Line by line, transcribe all of the entries exactly.

::: SOURCE DATA :::

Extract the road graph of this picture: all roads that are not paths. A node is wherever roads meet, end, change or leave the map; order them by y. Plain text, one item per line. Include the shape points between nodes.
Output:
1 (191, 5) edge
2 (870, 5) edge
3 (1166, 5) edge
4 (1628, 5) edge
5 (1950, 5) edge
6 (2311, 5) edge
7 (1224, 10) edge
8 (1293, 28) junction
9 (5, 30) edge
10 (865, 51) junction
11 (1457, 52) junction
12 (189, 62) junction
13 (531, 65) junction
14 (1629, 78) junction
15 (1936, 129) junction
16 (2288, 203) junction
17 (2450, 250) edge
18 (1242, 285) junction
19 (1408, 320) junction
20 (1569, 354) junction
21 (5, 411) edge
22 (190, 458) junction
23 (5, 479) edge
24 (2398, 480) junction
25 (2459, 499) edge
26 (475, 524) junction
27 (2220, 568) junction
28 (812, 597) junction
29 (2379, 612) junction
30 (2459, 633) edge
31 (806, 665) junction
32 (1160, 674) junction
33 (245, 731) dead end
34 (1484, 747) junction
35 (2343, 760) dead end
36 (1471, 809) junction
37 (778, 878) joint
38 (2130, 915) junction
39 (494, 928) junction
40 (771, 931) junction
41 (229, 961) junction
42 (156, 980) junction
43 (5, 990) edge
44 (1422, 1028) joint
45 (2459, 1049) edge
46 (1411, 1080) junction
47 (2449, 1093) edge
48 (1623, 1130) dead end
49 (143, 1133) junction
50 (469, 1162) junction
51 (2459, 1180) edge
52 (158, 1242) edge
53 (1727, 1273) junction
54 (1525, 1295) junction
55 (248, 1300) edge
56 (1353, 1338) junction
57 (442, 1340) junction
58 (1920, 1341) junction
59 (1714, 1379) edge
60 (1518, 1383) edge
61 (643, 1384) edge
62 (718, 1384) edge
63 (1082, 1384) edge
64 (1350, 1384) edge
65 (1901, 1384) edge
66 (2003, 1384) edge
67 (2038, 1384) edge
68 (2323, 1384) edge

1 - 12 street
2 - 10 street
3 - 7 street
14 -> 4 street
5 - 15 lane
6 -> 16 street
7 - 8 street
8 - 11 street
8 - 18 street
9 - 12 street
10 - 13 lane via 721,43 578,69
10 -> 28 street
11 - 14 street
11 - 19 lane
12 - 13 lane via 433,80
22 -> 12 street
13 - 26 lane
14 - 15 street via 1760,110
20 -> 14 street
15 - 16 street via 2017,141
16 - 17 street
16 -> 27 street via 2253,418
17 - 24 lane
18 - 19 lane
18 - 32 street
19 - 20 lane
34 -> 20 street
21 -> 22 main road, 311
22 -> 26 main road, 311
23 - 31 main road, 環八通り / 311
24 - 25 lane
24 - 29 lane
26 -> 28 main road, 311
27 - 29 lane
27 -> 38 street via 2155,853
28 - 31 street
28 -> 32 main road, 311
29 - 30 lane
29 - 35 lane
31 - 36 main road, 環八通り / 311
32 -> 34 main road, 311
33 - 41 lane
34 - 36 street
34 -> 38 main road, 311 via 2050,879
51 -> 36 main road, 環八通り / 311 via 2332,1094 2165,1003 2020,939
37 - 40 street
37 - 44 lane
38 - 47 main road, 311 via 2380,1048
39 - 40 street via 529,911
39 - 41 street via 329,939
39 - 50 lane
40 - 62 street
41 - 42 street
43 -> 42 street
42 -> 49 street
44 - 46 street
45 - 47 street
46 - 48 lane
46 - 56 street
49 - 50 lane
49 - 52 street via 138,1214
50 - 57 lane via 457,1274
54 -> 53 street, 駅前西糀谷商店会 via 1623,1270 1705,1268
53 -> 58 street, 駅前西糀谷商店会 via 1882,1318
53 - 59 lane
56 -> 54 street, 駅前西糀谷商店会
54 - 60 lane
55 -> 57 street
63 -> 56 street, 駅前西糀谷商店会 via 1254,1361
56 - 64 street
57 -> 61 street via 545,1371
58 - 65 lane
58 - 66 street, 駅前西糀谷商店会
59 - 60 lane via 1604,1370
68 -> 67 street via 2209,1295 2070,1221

:::

» **REPLY TO THE EXERCISE**
Extract the road graph of this picture: all roads that are not paths. A node is wherever roads meet, end, change or leave the map; order them by y. Plain text, one item per line. Include the shape points between nodes.
Output:
1 (191, 5) edge
2 (870, 5) edge
3 (1166, 5) edge
4 (1628, 5) edge
5 (1950, 5) edge
6 (2311, 5) edge
7 (1224, 10) edge
8 (1293, 28) junction
9 (5, 30) edge
10 (865, 51) junction
11 (1457, 52) junction
12 (189, 62) junction
13 (531, 65) junction
14 (1629, 78) junction
15 (1936, 129) junction
16 (2288, 203) junction
17 (2450, 250) edge
18 (1242, 285) junction
19 (1408, 320) junction
20 (1569, 354) junction
21 (5, 411) edge
22 (190, 458) junction
23 (5, 479) edge
24 (2398, 480) junction
25 (2459, 499) edge
26 (475, 524) junction
27 (2220, 568) junction
28 (812, 597) junction
29 (2379, 612) junction
30 (2459, 633) edge
31 (806, 665) junction
32 (1160, 674) junction
33 (245, 731) dead end
34 (1484, 747) junction
35 (2343, 760) dead end
36 (1471, 809) junction
37 (778, 878) joint
38 (2130, 915) junction
39 (494, 928) junction
40 (771, 931) junction
41 (229, 961) junction
42 (156, 980) junction
43 (5, 990) edge
44 (1422, 1028) joint
45 (2459, 1049) edge
46 (1411, 1080) junction
47 (2449, 1093) edge
48 (1623, 1130) dead end
49 (143, 1133) junction
50 (469, 1162) junction
51 (2459, 1180) edge
52 (158, 1242) edge
53 (1727, 1273) junction
54 (1525, 1295) junction
55 (248, 1300) edge
56 (1353, 1338) junction
57 (442, 1340) junction
58 (1920, 1341) junction
59 (1714, 1379) edge
60 (1518, 1383) edge
61 (643, 1384) edge
62 (718, 1384) edge
63 (1082, 1384) edge
64 (1350, 1384) edge
65 (1901, 1384) edge
66 (2003, 1384) edge
67 (2038, 1384) edge
68 (2323, 1384) edge

1 - 12 street
2 - 10 street
3 - 7 street
14 -> 4 street
5 - 15 lane
6 -> 16 street
7 - 8 street
8 - 11 street
8 - 18 street
9 - 12 street
10 - 13 lane via 721,43 578,69
10 -> 28 street
11 - 14 street
11 - 19 lane
12 - 13 lane via 433,80
22 -> 12 street
13 - 26 lane
14 - 15 street via 1760,110
20 -> 14 street
15 - 16 street via 2017,141
16 - 17 street
16 -> 27 street via 2253,418
17 - 24 lane
18 - 19 lane
18 - 32 street
19 - 20 lane
34 -> 20 street
21 -> 22 main road, 311
22 -> 26 main road, 311
23 - 31 main road, 環八通り / 311
24 - 25 lane
24 - 29 lane
26 -> 28 main road, 311
27 - 29 lane
27 -> 38 street via 2155,853
28 - 31 street
28 -> 32 main road, 311
29 - 30 lane
29 - 35 lane
31 - 36 main road, 環八通り / 311
32 -> 34 main road, 311
33 - 41 lane
34 - 36 street
34 -> 38 main road, 311 via 2050,879
51 -> 36 main road, 環八通り / 311 via 2332,1094 2165,1003 2020,939
37 - 40 street
37 - 44 lane
38 - 47 main road, 311 via 2380,1048
39 - 40 street via 529,911
39 - 41 street via 329,939
39 - 50 lane
40 - 62 street
41 - 42 street
43 -> 42 street
42 -> 49 street
44 - 46 street
45 - 47 street
46 - 48 lane
46 - 56 street
49 - 50 lane
49 - 52 street via 138,1214
50 - 57 lane via 457,1274
54 -> 53 street, 駅前西糀谷商店会 via 1623,1270 1705,1268
53 -> 58 street, 駅前西糀谷商店会 via 1882,1318
53 - 59 lane
56 -> 54 street, 駅前西糀谷商店会
54 - 60 lane
55 -> 57 street
63 -> 56 street, 駅前西糀谷商店会 via 1254,1361
56 - 64 street
57 -> 61 street via 545,1371
58 - 65 lane
58 - 66 street, 駅前西糀谷商店会
59 - 60 lane via 1604,1370
68 -> 67 street via 2209,1295 2070,1221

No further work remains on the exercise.